Je ressens toujours le même vertige, je suis ivre des coups des vagues contre les rochers, de la solitude des pailles-en-queue, de l’odeur de la cendre jusque sur la mer. Je me suis allongé sur la terre noire et brûlante, dans une anfractuosité, où chaque vague lance une langue d’écume. Je suis comme un aveugle, je passe mes mains sur la pierre usée, douce comme la peau. Je sens dans la pierre le corps de Surya, mince et souple, qui se dérobe et se donne. Elle me recouvre de son ombre, de son eau. Je suis dans la couleur d’ambre clair de ses iris et le flot de ses cheveux noirs qu’elle a dénoués pour moi m’enveloppe, doux comme la nuit. Je sens contre ma poitrine ses seins si jeunes, légers, que je voyais à travers sa robe mouillée, quand elle revenait du récif, et j’entends la musique de ses bracelets autour de ses poignets, la musique du vent, quand elle m’enlace de ses bras très longs et que ses jambes se mêlent aux miennes, comme si nous dansions. Mon sexe est durci, tendu à faire mal, toute la brûlure du ciel et la solitude éternelle des oiseaux doivent se résoudre, cette force qui est en moi ne peut plus rester prisonnière, elle doit jaillir. Mon cœur bat dans ma gorge, mon cœur brille de la flamme du soleil, de la flamme du brasier qui dévore le corps des défunts sur la plage, mon cœur brille de désir. Tout à coup, la lumière entre par mes yeux, j’ai ouvert mes paupières sur la foudre du soleil, et je sens jaillir ma semence contre la pierre noire. Elle jaillit, elle coule sur la pierre et dans le sable brûlés, et je reste immobile, épuisé, j’écoute les coups de mon cœur et les coups de la mer sur le socle de l’île, la longue vibration qui est unie à la lumière.
Lentement, les cris rauques des pailles-en-queue s’éloignent. Les oiseaux n’ont plus peur de moi. Ils m’abandonnent et retournent vers leurs tanières, au flanc du piton.

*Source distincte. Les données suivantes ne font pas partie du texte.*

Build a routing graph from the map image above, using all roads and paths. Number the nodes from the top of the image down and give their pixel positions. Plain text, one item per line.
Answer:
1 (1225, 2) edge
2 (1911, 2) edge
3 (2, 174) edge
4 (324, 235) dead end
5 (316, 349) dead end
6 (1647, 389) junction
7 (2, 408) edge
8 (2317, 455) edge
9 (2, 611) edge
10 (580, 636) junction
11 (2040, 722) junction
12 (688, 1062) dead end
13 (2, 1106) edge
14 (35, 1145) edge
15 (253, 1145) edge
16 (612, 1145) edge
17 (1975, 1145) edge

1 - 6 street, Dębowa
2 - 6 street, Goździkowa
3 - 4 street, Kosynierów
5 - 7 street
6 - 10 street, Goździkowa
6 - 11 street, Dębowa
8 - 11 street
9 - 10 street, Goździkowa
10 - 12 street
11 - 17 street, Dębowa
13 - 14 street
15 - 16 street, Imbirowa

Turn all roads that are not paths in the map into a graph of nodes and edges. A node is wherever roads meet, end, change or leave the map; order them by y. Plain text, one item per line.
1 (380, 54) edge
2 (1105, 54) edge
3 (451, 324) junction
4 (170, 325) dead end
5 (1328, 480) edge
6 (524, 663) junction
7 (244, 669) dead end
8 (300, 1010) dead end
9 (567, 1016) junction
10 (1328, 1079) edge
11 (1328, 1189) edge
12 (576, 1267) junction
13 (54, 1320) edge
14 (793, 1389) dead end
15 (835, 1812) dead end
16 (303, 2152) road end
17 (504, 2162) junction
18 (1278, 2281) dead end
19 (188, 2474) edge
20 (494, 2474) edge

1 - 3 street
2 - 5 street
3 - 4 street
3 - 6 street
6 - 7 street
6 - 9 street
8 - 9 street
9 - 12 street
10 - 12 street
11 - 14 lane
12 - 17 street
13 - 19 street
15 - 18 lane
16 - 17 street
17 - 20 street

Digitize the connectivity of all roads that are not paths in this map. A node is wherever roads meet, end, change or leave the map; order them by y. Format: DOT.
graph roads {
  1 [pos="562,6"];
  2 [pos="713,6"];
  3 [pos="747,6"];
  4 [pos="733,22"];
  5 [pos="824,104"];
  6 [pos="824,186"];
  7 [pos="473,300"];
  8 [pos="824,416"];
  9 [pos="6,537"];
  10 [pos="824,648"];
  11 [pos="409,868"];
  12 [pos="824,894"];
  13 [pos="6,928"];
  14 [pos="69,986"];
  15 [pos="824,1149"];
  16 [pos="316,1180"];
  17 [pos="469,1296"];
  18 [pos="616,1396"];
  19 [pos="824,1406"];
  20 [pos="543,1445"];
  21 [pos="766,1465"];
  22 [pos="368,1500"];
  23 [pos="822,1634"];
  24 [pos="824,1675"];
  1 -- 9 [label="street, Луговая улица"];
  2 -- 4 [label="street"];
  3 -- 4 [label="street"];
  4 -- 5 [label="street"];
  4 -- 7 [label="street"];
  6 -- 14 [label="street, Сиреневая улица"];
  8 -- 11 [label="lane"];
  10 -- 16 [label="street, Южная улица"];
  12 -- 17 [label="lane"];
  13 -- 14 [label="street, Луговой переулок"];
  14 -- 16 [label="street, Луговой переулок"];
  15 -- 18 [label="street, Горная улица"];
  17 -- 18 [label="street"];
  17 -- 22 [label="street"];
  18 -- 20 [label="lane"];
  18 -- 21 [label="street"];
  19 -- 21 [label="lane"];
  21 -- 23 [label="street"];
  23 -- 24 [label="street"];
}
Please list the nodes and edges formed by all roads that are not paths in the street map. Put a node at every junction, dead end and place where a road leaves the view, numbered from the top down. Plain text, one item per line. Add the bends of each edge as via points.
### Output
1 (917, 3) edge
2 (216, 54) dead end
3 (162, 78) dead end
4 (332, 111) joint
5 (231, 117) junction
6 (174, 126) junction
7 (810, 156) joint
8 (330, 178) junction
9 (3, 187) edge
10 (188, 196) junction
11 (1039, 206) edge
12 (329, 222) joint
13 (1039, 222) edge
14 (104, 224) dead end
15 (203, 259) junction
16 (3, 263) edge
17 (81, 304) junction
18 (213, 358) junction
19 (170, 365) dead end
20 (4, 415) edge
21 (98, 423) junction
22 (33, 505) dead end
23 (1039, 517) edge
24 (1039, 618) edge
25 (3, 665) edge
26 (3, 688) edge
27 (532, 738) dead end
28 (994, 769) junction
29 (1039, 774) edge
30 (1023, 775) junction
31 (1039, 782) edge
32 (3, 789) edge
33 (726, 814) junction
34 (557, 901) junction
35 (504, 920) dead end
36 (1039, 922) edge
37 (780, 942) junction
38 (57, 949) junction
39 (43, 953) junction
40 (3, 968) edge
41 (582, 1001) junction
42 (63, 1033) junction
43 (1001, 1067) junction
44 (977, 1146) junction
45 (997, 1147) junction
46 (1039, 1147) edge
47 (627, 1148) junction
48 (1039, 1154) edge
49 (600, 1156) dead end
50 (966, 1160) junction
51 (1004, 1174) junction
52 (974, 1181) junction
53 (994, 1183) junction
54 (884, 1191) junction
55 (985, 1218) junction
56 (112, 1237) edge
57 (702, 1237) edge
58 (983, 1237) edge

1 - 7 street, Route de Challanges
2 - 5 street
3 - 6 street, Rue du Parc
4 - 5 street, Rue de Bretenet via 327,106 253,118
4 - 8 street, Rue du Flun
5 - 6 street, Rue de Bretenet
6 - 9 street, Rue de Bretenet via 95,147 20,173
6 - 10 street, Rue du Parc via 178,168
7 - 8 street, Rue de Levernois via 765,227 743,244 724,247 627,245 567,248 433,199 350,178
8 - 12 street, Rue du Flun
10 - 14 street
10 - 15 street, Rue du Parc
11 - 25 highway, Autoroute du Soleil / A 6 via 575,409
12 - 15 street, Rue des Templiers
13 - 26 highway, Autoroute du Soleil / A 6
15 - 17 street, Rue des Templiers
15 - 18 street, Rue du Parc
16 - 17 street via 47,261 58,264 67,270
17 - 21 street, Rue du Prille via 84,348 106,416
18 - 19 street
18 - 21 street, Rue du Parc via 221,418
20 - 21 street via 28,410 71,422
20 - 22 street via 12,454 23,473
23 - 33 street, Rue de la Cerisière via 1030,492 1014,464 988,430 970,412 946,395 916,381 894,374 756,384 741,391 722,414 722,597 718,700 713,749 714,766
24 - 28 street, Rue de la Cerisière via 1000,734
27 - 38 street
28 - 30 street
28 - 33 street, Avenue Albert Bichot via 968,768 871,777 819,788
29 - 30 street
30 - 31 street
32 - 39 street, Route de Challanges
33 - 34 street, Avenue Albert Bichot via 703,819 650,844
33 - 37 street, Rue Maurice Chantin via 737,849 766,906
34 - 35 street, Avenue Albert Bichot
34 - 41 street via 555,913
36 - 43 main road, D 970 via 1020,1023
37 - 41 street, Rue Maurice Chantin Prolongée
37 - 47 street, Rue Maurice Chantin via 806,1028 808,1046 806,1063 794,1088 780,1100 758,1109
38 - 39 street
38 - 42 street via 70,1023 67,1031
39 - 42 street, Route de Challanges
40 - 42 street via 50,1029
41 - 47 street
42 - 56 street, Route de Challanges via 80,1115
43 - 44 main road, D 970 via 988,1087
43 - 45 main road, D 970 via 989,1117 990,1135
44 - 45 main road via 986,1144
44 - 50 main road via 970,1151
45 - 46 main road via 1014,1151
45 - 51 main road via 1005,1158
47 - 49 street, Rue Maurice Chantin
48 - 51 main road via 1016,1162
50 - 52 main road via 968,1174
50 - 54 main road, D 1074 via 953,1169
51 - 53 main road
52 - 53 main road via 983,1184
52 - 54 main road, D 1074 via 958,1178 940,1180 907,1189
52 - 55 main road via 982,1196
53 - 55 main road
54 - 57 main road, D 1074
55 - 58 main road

Je pense à Suryavati, qui marche de l’autre côté, peut-être vers la source qui jaillit des basaltes, au sud de Palissades. Il me semble que j’entends le bruit de ses pas, et sa voix quand elle joue avec les enfants sur le chemin, quand elle appelle les cabris. Sa voix dans la rumeur de la ville des coolies, son rire quand elle répond aux commères qui vont chercher l’eau à la source.